Technical architecture
ADP uses Apple’s established security architecture:
Key management
| Component | Function |
|---|---|
| Device-generated keys | Encryption keys created on user’s devices |
| Secure Enclave | Hardware protection for key material |
| iCloud Keychain | Transparent key synchronization |
| Hardware Security Modules | Data center access control enforcement |
Recovery options
| Method | Description |
|---|---|
| Recovery key | User-generated backup key |
| Recovery contacts | Designated trusted individuals |
| Apple employees | Cannot assist (no key access) |
iCloud Mail encryption
Apple noted that adding iCloud Mail encryption required significant engineering work to maintain compatibility with standard email protocols:
- E2EE applies to mail stored in iCloud
- Encrypted mail is fully interoperable when sending to external recipients
- Transit encryption (TLS) still applies to all email delivery
Industry context
Apple’s expansion reinforces a broader trend toward default and optional E2EE:
| Company | Platform | Status |
|---|---|---|
| Google Messages (RCS) | Default E2EE (2024) | |
| Meta | Messenger | Default E2EE (late 2023) |
| Meta | Default E2EE (since 2016) | |
| Proton | Proton Mail/Drive | E2EE-native |
| Tuta | Tuta Mail | E2EE-native |
The encryption policy debate
The tension between encryption and lawful access remains one of the most significant policy debates in cybersecurity:
| Pro-encryption position | Pro-access position |
|---|---|
| Protects against data breaches | Impedes criminal investigations |
| Enables journalism and activism | Shelters child exploitation |
| Preserves human rights | Enables terrorism planning |
| Prevents mass surveillance | Frustrates legitimate warrants |
No resolution is expected in 2026.
Enabling Advanced Data Protection
Requirements
| Device | Minimum version |
|---|---|
| iPhone/iPad | iOS/iPadOS 16.2 |
| Mac | macOS 13.1 (Ventura) |
| All account devices | Must be updated |
Setup path
Settings → Apple ID → iCloud → Advanced Data Protection
Before enabling
Apple recommends:
- Set up at least one recovery method (recovery key or recovery contact)
- Update all devices on the account to supported software versions
- Understand that Apple cannot assist with data recovery once E2EE is active
Recommendations
For users in available regions
| Action | Benefit |
|---|---|
| Enable ADP | Maximum iCloud protection |
| Set recovery methods | Ensure account recovery capability |
| Update all devices | Enable full feature set |
For UK users
| Option | Consideration |
|---|---|
| Use default E2EE features | iMessage, FaceTime, Keychain, Health still protected |
| Alternative services | Proton, Tuta for E2EE email/storage |
| Monitor legal developments | ADP may return if tribunal rules against TCN |
For organizations
| Consideration | Assessment |
|---|---|
| Data sovereignty | Understand where employee data is stored |
| Compliance | E2EE may conflict with retention requirements |
| Employee protection | Journalists, activists, executives may need E2EE |
Context
Apple’s ADP expansion demonstrates commitment to user privacy while highlighting the global fragmentation of encryption policy.

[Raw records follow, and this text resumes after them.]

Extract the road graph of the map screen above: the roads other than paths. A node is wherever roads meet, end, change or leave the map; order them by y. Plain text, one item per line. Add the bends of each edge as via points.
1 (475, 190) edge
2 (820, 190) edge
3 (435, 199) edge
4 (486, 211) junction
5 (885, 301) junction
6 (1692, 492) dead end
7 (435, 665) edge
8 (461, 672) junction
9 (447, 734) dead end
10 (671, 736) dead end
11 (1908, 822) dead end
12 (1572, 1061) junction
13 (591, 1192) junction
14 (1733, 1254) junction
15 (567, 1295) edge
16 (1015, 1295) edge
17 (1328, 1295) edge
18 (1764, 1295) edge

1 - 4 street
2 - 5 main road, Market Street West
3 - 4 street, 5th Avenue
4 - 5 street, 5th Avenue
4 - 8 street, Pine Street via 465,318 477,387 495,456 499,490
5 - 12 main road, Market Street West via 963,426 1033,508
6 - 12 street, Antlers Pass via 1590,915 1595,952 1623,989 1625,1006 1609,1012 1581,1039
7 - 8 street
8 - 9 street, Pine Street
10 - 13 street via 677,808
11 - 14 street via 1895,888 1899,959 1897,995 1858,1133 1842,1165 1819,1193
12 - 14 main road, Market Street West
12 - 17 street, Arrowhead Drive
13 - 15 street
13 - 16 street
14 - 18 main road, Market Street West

The same feature that protects 170+ countries’ users is unavailable to British citizens due to government demands that Apple has refused to accommodate.
The UK situation illustrates the practical consequences of encryption backdoor demands:
- Users lose access to security features
- No backdoor is actually created
- The government achieves neither surveillance capability nor user protection
For users outside the UK, the expansion of ADP to additional data categories—particularly iCloud Mail—represents a significant enhancement to iCloud security. The addition of email encryption addresses a long-standing gap, though the complexity of email protocols means the protection applies primarily to stored mail rather than messages in transit to external recipients.
The encryption policy debate will continue, but Apple’s position appears firm: the company will withdraw features rather than compromise the cryptographic guarantees it provides to users.